__TASK GOAL__.
Using the listing below, set down exactly the lines starting at the line that contains "index mcp: (1176, 909)" and ending at the line that contains "ring dip: (1197, 842)", both included, and no others.

__SUPPLIED RECORDS__.
------------------------------
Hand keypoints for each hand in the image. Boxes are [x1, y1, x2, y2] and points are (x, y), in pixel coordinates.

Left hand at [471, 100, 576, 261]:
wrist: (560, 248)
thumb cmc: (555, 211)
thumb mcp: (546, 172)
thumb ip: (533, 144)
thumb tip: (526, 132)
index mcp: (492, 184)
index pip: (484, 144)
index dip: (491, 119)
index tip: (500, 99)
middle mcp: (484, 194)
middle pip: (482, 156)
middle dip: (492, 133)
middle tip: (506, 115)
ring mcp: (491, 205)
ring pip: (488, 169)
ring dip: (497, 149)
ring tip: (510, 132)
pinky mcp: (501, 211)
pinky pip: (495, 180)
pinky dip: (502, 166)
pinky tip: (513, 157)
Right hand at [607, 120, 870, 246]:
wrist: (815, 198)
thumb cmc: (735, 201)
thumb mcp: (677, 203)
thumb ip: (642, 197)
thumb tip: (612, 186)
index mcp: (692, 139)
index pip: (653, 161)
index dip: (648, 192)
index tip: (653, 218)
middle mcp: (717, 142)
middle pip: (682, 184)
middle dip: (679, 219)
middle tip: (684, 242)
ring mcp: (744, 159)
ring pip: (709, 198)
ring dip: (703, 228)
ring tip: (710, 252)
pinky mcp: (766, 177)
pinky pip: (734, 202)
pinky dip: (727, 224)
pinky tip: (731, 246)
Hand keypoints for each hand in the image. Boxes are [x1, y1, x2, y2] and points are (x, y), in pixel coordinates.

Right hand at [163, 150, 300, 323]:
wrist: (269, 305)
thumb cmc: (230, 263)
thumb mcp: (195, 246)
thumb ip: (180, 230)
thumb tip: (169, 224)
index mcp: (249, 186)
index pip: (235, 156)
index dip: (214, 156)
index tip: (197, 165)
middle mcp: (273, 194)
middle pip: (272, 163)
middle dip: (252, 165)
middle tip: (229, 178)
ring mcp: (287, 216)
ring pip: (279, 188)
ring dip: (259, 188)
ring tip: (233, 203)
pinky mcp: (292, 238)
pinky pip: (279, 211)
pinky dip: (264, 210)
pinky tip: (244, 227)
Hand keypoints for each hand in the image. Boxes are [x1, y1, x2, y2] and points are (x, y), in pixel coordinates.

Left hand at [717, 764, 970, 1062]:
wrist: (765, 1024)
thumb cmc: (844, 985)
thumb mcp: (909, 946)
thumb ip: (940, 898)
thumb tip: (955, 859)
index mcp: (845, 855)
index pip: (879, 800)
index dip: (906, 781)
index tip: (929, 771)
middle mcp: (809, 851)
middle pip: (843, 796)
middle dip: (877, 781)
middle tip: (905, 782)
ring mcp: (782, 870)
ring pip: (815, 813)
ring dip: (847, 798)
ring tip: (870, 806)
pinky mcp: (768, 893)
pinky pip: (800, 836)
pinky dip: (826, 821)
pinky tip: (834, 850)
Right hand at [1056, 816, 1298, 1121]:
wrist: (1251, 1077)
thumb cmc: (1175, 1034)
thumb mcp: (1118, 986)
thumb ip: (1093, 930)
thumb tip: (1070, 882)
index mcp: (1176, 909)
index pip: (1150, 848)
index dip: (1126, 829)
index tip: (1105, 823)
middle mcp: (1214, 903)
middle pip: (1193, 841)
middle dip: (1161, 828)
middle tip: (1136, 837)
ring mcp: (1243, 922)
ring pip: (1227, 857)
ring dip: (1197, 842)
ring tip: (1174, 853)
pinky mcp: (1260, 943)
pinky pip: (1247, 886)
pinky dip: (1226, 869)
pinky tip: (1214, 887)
------------------------------
__ANSWER TO THE EXERCISE__.
index mcp: (1176, 909)
index pip: (1150, 848)
index dip: (1126, 829)
index tip: (1105, 823)
middle mcp: (1214, 903)
middle pip: (1193, 841)
middle dip: (1161, 828)
middle tip: (1136, 837)
ring mcp: (1243, 922)
ring pip: (1227, 857)
ring dip: (1197, 842)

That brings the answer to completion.